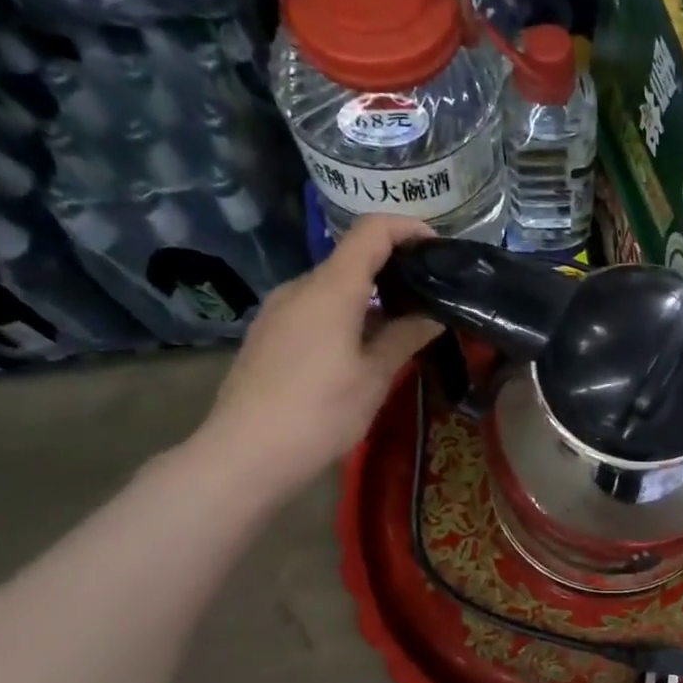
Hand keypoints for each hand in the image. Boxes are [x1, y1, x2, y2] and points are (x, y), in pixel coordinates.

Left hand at [194, 215, 440, 495]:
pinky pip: (314, 310)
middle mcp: (300, 288)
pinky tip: (360, 351)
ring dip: (368, 299)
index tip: (437, 249)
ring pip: (332, 288)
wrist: (244, 455)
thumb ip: (405, 337)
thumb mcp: (374, 377)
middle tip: (428, 299)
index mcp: (330, 289)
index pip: (371, 232)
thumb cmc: (319, 413)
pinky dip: (344, 316)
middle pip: (351, 260)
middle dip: (392, 271)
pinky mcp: (267, 335)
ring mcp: (278, 311)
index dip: (407, 228)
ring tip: (400, 330)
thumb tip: (434, 314)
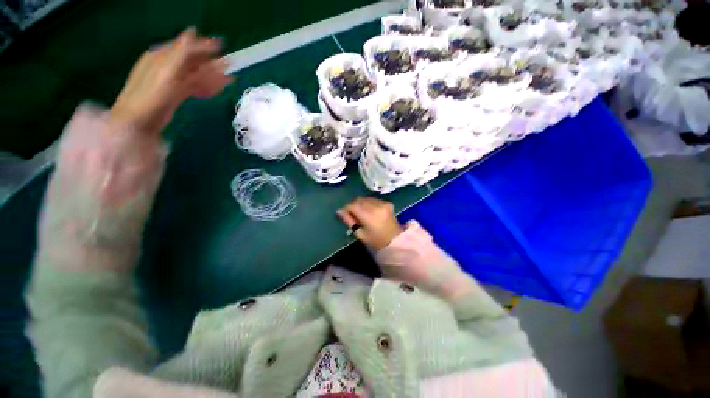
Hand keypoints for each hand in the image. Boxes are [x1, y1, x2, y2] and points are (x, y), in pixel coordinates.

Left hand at [110, 28, 232, 135]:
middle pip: (192, 62)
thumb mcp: (166, 71)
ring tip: (228, 81)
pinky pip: (192, 87)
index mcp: (162, 57)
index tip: (221, 46)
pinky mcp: (174, 94)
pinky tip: (214, 92)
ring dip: (211, 77)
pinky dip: (204, 88)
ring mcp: (170, 82)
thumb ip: (180, 53)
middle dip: (211, 64)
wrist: (138, 121)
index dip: (203, 46)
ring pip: (194, 76)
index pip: (185, 47)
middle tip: (229, 66)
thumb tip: (192, 32)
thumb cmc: (151, 95)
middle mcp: (166, 67)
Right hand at [337, 197, 403, 249]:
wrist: (395, 240)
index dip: (346, 208)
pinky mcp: (388, 203)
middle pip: (359, 200)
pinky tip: (371, 211)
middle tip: (353, 214)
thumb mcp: (359, 234)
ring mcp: (383, 203)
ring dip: (361, 203)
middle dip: (353, 205)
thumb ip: (349, 221)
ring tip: (362, 213)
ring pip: (366, 198)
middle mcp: (376, 206)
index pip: (353, 205)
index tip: (345, 214)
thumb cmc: (375, 240)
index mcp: (368, 215)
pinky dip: (369, 203)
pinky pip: (374, 199)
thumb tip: (339, 211)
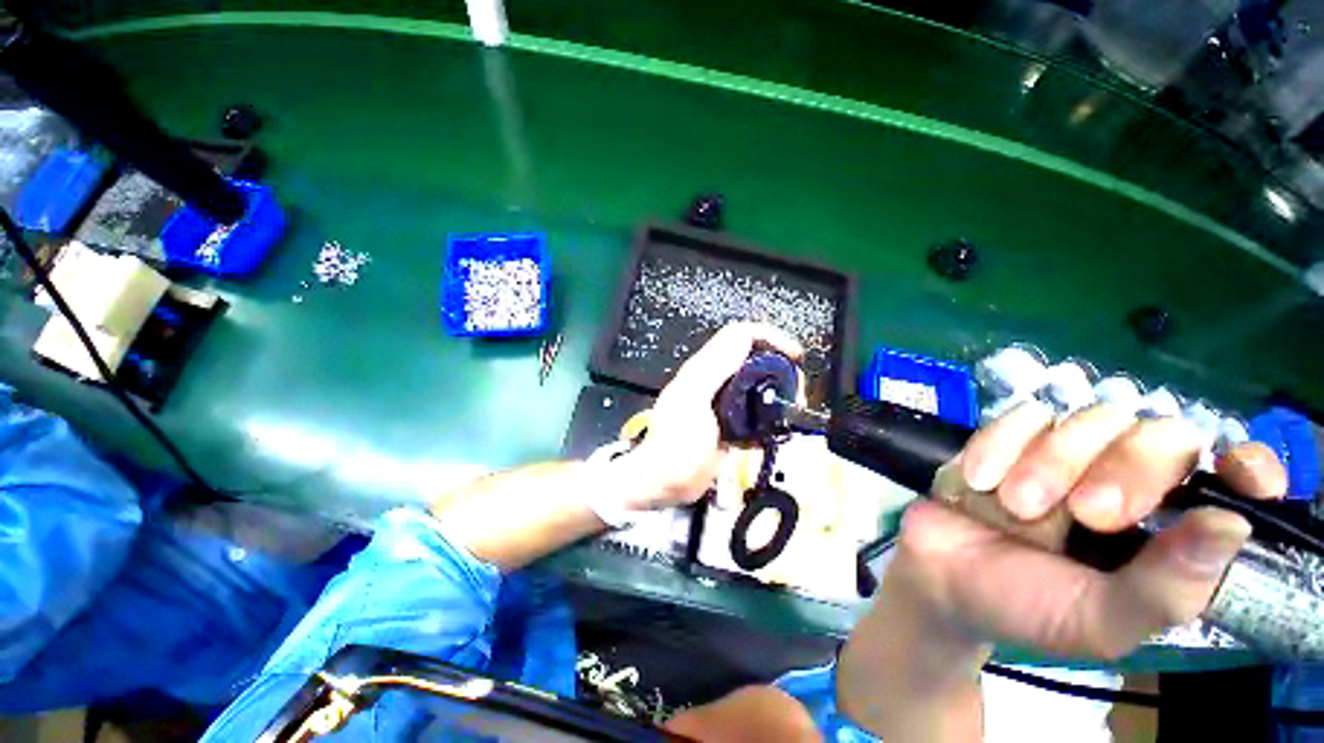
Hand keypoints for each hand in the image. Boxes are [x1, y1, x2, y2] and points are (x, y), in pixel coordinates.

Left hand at [622, 322, 802, 509]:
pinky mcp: (729, 424)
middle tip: (796, 392)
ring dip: (779, 394)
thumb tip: (746, 342)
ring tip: (791, 411)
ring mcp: (723, 403)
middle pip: (755, 358)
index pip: (741, 336)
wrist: (664, 482)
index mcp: (704, 368)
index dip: (770, 338)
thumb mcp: (692, 400)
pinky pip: (756, 412)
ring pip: (759, 385)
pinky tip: (775, 432)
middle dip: (781, 368)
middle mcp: (715, 380)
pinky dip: (771, 417)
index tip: (795, 358)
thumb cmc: (676, 443)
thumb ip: (715, 368)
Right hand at [897, 401, 1287, 658]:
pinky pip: (1020, 417)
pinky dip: (1000, 446)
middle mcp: (1124, 480)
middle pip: (1159, 432)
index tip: (1240, 476)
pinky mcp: (1007, 438)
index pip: (1228, 478)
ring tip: (1017, 507)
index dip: (1246, 466)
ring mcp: (1063, 454)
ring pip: (1088, 418)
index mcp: (1163, 530)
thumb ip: (1166, 588)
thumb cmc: (1026, 608)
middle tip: (1088, 514)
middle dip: (1127, 469)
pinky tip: (980, 482)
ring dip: (1051, 463)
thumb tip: (1232, 525)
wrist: (939, 578)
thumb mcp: (1100, 621)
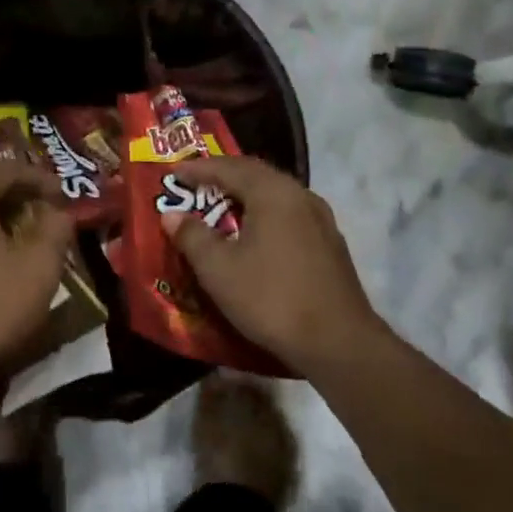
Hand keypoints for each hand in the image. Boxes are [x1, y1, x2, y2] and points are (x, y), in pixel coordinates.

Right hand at [163, 157, 387, 377]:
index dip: (198, 169)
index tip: (173, 172)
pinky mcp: (330, 245)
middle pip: (255, 174)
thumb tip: (172, 215)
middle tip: (195, 183)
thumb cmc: (272, 298)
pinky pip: (288, 215)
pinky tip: (254, 235)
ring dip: (245, 195)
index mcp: (273, 192)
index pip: (229, 167)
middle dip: (223, 176)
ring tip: (221, 206)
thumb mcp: (219, 269)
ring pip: (275, 195)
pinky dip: (263, 215)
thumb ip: (192, 236)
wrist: (340, 344)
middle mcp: (300, 196)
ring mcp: (321, 220)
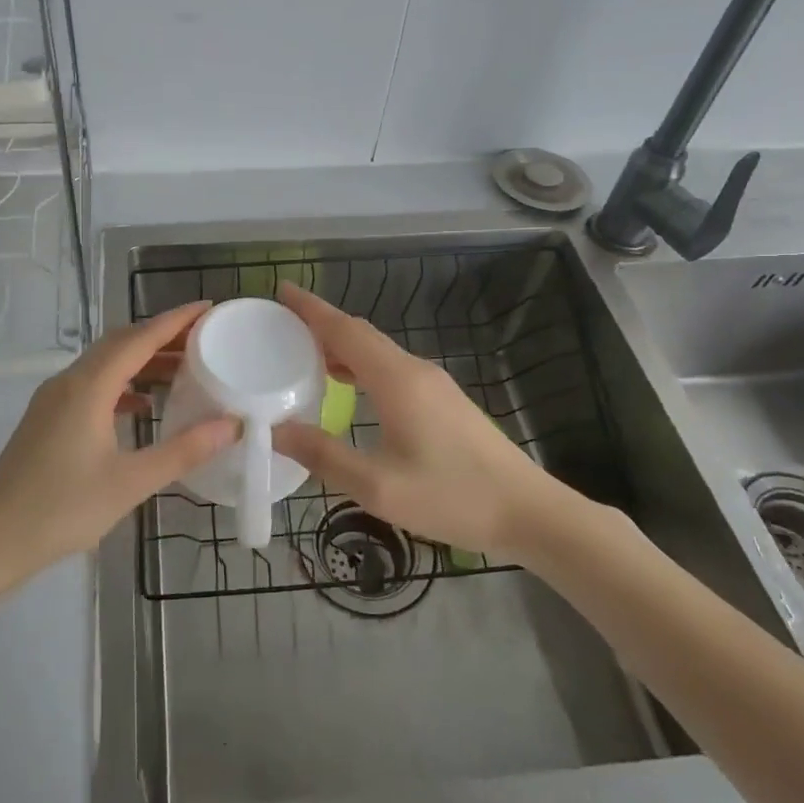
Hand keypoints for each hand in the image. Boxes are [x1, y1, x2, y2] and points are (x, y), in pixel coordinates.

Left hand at [0, 302, 237, 597]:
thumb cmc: (62, 509)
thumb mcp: (130, 482)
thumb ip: (183, 450)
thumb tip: (230, 425)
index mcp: (88, 387)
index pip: (139, 338)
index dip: (175, 320)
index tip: (208, 307)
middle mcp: (68, 381)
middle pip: (120, 343)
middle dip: (161, 336)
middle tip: (203, 339)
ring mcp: (52, 399)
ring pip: (104, 364)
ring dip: (142, 360)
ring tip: (182, 370)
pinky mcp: (46, 418)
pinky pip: (91, 385)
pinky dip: (122, 384)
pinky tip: (143, 406)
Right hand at [271, 283, 585, 557]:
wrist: (528, 511)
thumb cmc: (452, 496)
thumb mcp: (378, 486)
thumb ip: (323, 456)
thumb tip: (275, 431)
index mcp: (396, 380)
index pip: (344, 330)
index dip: (311, 309)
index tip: (281, 291)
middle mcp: (414, 370)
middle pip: (360, 333)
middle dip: (320, 323)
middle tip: (281, 325)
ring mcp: (433, 383)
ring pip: (377, 350)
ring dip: (341, 345)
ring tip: (303, 354)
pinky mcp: (442, 399)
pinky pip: (391, 367)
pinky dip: (360, 364)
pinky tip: (347, 385)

· · · · ·

Output exactly those lines of the data above that run from the line with "middle tip: (796, 392)" up to and including the line with "pinky tip: (254, 235)". No pictures go in.

middle tip: (796, 392)
ring dip: (779, 394)
thumb tip: (746, 342)
ring tip: (791, 411)
ring mcp: (723, 403)
middle pip: (755, 358)
index pip: (741, 336)
wrist: (664, 482)
index mcp: (704, 368)
index dip: (770, 338)
thumb mcp: (692, 400)
pinky pip: (756, 412)
ring pip: (759, 385)
pinky tip: (775, 432)
middle dip: (781, 368)
middle mcp: (715, 380)
pinky dip: (771, 417)
index tip: (795, 358)
thumb cmc: (676, 443)
thumb ip: (715, 368)
Right hand at [897, 401, 1287, 658]:
pinky pip: (1020, 417)
pinky dip: (1000, 446)
middle mcp: (1124, 480)
middle pip: (1159, 432)
index tip: (1240, 476)
pinky mcp: (1007, 438)
index pip: (1228, 478)
ring tip: (1017, 507)
index dip: (1246, 466)
ring mcp: (1063, 454)
ring pip: (1088, 418)
index mcp: (1163, 530)
thumb ip: (1166, 588)
thumb cmc: (1026, 608)
middle tip: (1088, 514)
middle dip: (1127, 469)
pinky tip: (980, 482)
ring dip: (1051, 463)
thumb tip: (1232, 525)
wrist: (939, 578)
thumb mcp: (1100, 621)
Hand keypoints for each hand in the image. Boxes are [x1, y1, x2, y2] and points are (x, y), in pixel coordinates.

Right hand at [163, 157, 387, 377]:
index dip: (198, 169)
index tip: (173, 172)
pinky mcp: (330, 245)
middle pip: (255, 174)
thumb tip: (172, 215)
middle tip: (195, 183)
thumb cmc: (272, 298)
pinky pip: (288, 215)
pinky tip: (254, 235)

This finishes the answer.